Best practices include at least the following elements (keep in mind that there are additional rules that apply to “foundations,” as defined by the IRS):

  • Develop an acceptance policy: What can be accepted? Wills and bequests are often an integral part of endowment fundraising. An acceptance policy allows the nonprofit and its board to determine the types of gifts it is prepared to accept. Aunt Florence's stamp collection may have real value beyond its sentimental value to the family, but should the nonprofit accept it? Or the parcel of real estate that is generously offered — what environmental or other risks does the organization run by accepting it?
  • Establish a spending policy: How much can the organization spend or distribute annually (usually a percentage or dollar figure)? This depends in large measure on how the endowment is invested, which in turn depends on the nonprofit's investment policy. For example, if investments are limited to government issued notes and bonds, it is unlikely ever to be able to generate sufficient returns to permit a 4% annual payout. The spending policy should also establish rules for how much of the endowment's earnings may be spent annually, and whether it may be used should the organization face a financial crisis (which also should be defined). While an endowment should generally not be viewed as simply a rainy day fund for the nonprofit, the spending policy should provide guidance to the board and executives on how — or if — the endowment may be spent in extenuating circumstances.
  • Develop an investment policy: What types of investments and in what proportions will the endowment hold? Typically, an investment policy states the classes of investments permitted, as well as asset allocation ranges for each investment sector and/or asset class.
  • Consider hiring an investment manager: How (and how frequently) should the investment committee evaluate the performance of the investment adviser? Should there be an RFP process and what should it cover? As the endowment grows, the nonprofit should consider selecting an investment adviser or money manager to provide long-term investment guidance and oversight of the endowment.

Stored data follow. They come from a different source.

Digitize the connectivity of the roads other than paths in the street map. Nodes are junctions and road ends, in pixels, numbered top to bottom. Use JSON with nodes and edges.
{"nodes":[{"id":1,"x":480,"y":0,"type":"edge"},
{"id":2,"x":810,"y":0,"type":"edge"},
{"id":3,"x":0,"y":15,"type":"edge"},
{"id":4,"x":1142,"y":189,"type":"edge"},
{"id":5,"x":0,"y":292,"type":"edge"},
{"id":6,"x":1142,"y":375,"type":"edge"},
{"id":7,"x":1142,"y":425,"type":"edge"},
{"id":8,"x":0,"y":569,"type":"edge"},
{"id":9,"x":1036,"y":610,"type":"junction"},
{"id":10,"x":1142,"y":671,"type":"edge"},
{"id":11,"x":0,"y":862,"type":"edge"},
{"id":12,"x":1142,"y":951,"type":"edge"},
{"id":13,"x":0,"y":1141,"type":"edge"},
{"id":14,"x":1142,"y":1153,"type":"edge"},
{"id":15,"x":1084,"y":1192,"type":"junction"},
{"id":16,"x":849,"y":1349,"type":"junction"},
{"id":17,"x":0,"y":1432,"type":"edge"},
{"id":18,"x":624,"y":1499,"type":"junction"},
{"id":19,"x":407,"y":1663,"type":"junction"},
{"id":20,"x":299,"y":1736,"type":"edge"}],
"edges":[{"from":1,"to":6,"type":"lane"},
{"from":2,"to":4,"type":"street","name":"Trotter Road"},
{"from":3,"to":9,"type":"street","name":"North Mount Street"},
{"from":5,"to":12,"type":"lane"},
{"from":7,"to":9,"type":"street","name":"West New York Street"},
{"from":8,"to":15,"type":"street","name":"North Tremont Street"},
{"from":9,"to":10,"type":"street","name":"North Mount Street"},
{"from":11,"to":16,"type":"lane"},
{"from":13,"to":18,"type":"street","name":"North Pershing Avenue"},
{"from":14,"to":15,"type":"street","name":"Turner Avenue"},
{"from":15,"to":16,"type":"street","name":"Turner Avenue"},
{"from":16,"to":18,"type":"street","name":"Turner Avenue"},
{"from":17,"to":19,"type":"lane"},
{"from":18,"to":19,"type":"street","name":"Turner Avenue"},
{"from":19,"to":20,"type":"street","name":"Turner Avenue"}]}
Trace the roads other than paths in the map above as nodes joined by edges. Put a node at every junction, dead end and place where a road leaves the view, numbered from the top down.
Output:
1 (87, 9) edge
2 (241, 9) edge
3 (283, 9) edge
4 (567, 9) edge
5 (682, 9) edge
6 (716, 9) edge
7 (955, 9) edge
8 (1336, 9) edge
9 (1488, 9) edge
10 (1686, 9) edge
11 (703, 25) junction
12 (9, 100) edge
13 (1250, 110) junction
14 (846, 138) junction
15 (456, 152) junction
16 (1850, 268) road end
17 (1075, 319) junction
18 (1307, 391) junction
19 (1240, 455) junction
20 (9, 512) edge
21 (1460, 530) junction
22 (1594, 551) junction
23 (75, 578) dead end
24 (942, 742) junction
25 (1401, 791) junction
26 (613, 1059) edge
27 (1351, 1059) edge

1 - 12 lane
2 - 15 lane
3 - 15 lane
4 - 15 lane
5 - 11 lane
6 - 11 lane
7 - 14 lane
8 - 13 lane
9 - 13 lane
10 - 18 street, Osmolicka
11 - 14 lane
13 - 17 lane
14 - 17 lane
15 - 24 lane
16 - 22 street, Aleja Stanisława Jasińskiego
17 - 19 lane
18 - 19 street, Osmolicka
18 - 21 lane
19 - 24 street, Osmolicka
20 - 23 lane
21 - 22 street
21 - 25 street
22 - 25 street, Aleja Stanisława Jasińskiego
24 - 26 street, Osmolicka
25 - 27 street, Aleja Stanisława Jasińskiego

Additionally, there should be a specified process for evaluating on a periodic basis the investment adviser. Again, larger endowment investment policies may require the board (or investment committee) to undertake a periodic process to go to market to confirm that the status quo fulfills their fiduciary obligations in terms of both performance and cost.

Even a cursory review of these best practices demonstrates there is no cookie-cutter, one-size-fits-all solution. In the final analysis, it is always a matter of judgment, balancing legal and cost considerations with other values important to the nonprofit organization.